Karim Benzema, meilleur buteur de l’équipe de (l’anti) France?
L'international français Karim Benzema, Madrid, 24 août 2010 © Back Page Images / Rex /REX/SIPA

Le grand benêt de Villeurbanne, expatrié en Arabie Saoudite, est accusé de répandre un frérisme d’atmosphère dans la jeunesse française… Gérald Darmanin affirme qu’il retirera ses accusations envers le joueur, s’il écrit un message pour notre professeur tué à Arras. L’avocat du footballeur dénonce un « odieux chantage », et explique qu’il lui aurait confié que « ce sont [ses] gamins qui souffrent parce qu’on accuse leur père d’être un terroriste »
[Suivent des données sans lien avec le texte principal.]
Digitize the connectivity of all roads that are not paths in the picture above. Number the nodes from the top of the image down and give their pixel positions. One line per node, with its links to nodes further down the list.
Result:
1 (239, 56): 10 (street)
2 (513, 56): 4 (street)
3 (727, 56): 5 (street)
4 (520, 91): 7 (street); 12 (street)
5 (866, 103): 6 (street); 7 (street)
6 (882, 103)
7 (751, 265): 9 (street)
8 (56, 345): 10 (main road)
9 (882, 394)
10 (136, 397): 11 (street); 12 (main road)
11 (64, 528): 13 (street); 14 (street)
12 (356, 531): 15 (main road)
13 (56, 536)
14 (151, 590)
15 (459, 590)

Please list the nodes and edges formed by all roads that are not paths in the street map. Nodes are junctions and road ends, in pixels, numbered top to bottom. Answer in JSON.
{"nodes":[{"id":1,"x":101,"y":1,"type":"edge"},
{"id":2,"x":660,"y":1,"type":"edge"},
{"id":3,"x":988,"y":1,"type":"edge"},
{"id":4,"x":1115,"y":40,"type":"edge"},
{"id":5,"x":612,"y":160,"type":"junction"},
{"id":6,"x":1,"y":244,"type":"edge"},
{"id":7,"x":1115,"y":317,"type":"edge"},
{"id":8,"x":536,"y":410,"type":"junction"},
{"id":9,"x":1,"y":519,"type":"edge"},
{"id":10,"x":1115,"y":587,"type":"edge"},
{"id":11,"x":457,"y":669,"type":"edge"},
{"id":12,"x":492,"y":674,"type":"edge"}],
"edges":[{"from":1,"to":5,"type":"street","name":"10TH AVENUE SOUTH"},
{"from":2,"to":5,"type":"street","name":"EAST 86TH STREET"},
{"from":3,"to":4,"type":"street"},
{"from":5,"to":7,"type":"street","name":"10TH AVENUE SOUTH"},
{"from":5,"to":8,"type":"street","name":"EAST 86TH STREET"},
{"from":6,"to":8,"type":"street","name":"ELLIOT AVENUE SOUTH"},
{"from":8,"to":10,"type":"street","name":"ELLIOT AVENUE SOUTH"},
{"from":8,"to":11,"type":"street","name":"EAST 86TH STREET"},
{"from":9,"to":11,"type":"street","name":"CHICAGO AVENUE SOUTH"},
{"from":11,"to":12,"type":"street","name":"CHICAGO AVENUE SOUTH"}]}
Malgré son départ pour l’Arabie Saoudite l’été dernier, et sa retraite internationale prise l’hiver dernier au lendemain d’un Mondial qu’il n’a pas joué, Karim Benzema est revenu en force dans l’actualité nationale. Pas forcément par la bonne porte. Le « Ballon d’or du peuple » (c’est ainsi qu’il s’est présenté quand il s’est vu remettre le prestigieux trophée décerné par France Football à l’automne 2023), est suspecté, depuis le retour du tragique au Proche-Orient, à Arras et à Bruxelles, de faire preuve de beaucoup d’empathie pour les victimes gazaouies des bombardements israéliens, « qui n’épargnent ni femmes ni enfants », et pas du tout pour les victimes du terrorisme islamiste, que ce soit durant les années 2015-2016 ou plus récemment après le drame d’Arras.

Notre ministre de l’Intérieur, Gérald Darmanin, le suspecte d’être en lien « notoire avec les frères musulmans », fameuse organisation née en 1922 en Égypte dont les branches sont multiples et complexes à travers le monde, du Hamas jusqu’à l’ex-UOIF (Union des organisations islamiques en France) devenue « Musulmans de France »[1] en 2017.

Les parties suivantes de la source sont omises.